Ngilu, Ven mengangguk menyetujui permintaan papanya. Tidak ada gunanya juga Ven berdebat karena bagaimana pun Leeno tidak akan mendengarkannya.
Anak kandung, itu yang selalu Ven harapkan dari pria paruh baya itu. Soal uang itu tidak berarti apa-apa bagi Ven hanya kasih sayang Leeno yang Ven mau. Bertahun-tahun Leeno jauh darinya, Leeno tidak pernah berbicara atau menyapa Ven sedikitpun. Pria itu selalu menjauh ketika Ven hendak mendekatinya.
Bahkan air mata kerinduan selalu datang di malam hari. Sebelum tidur, berharap papanya datang dan mengucapkan kalimat 'selamat tidur anakkku' tapi kenyataannya berbeda. Ven punya papa tapi seperti anak yatim.
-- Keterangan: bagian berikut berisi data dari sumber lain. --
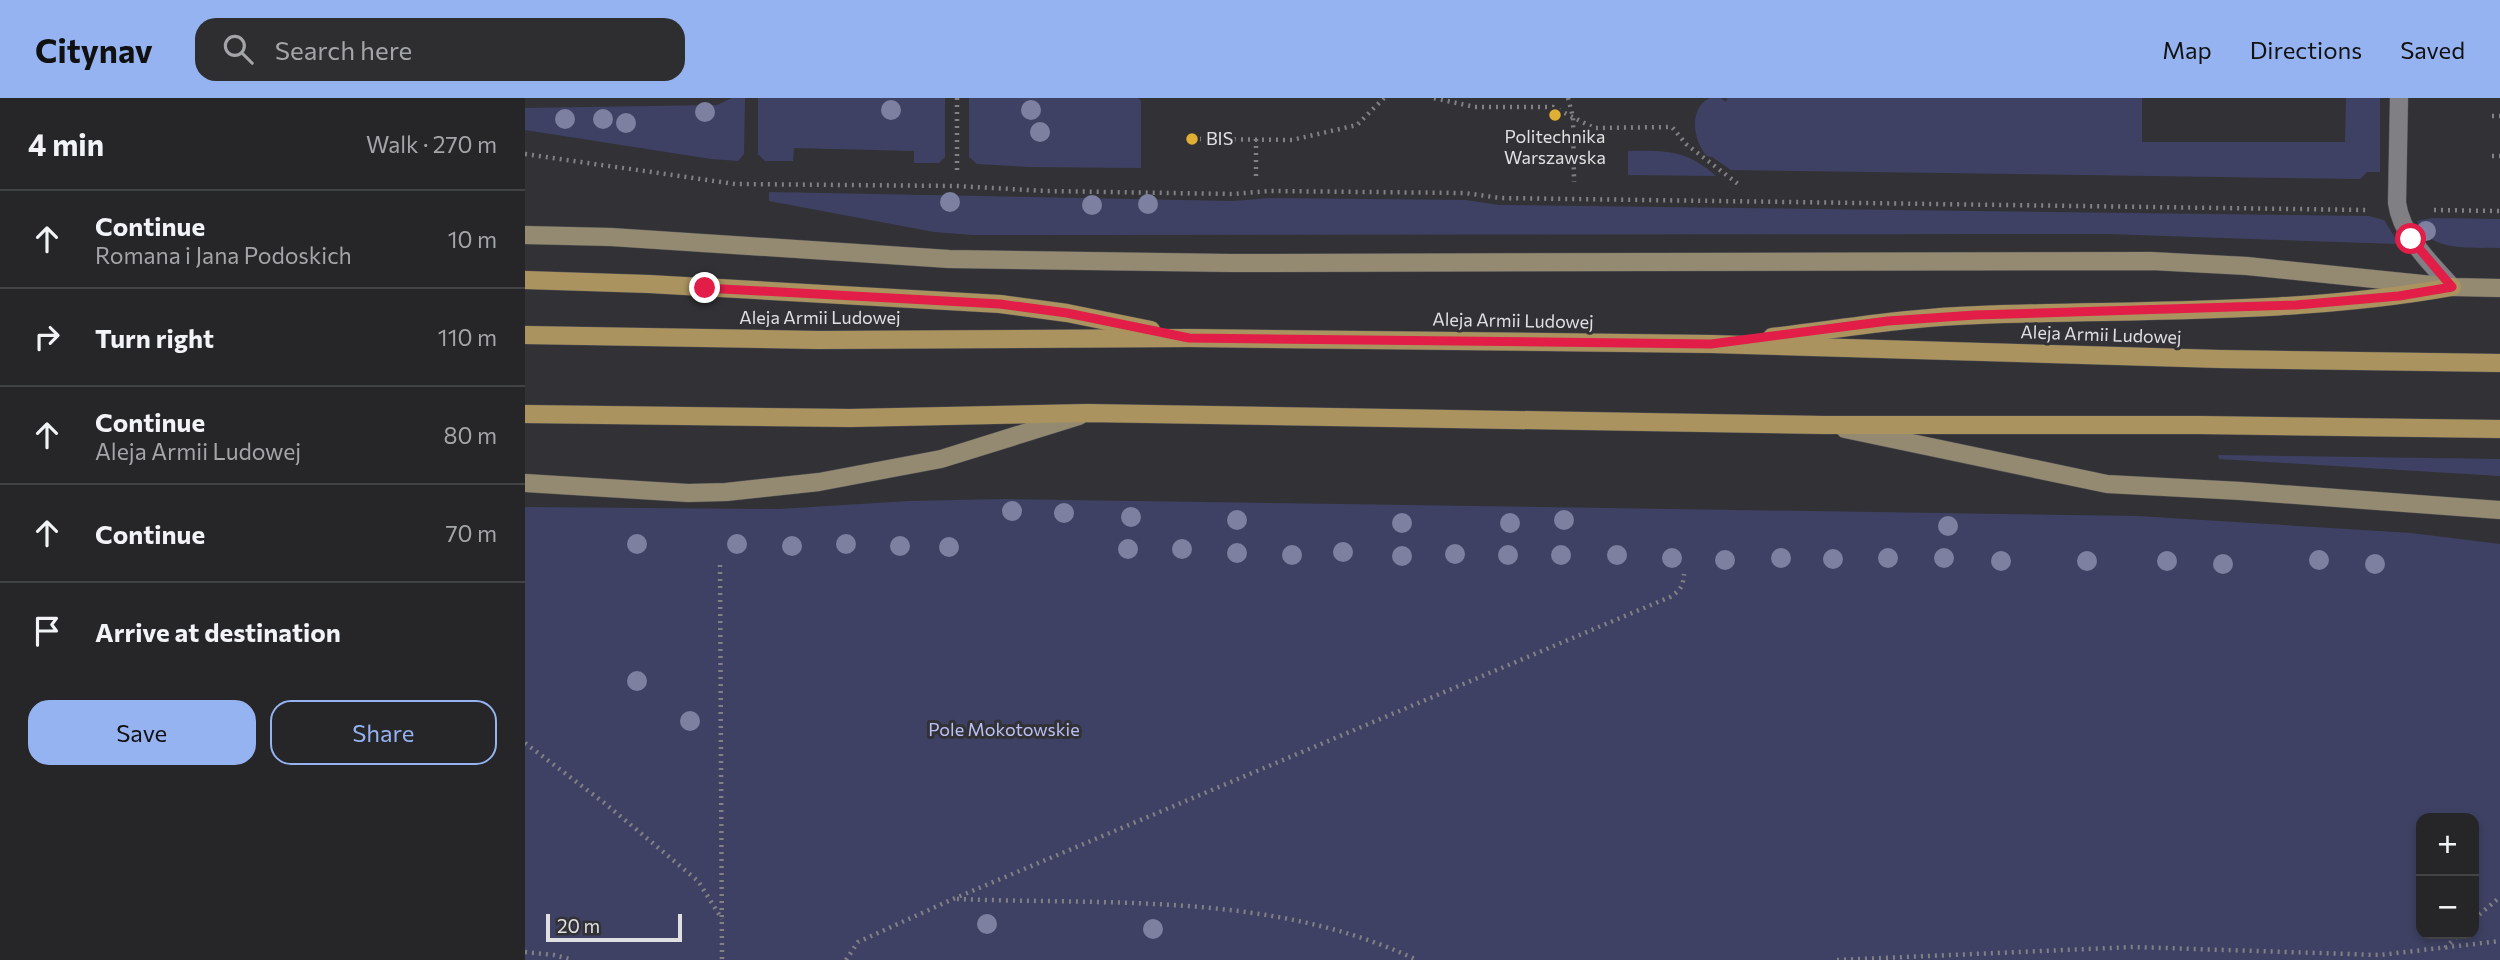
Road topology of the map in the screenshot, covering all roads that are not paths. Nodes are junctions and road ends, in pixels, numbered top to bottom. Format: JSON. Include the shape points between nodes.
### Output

Ven berharap Leeno selalu bersikap lembut tapi justru malah sebaliknya. Dia tidak tahu lagi harus berbuat apa bahkan di saat dirinya sedang sakit dan berbaring lemah di tempat tidur Leeno tidak perduli sama sekali. Hanya lontaran kata-kata menyakitkan yang menusuk hatinya.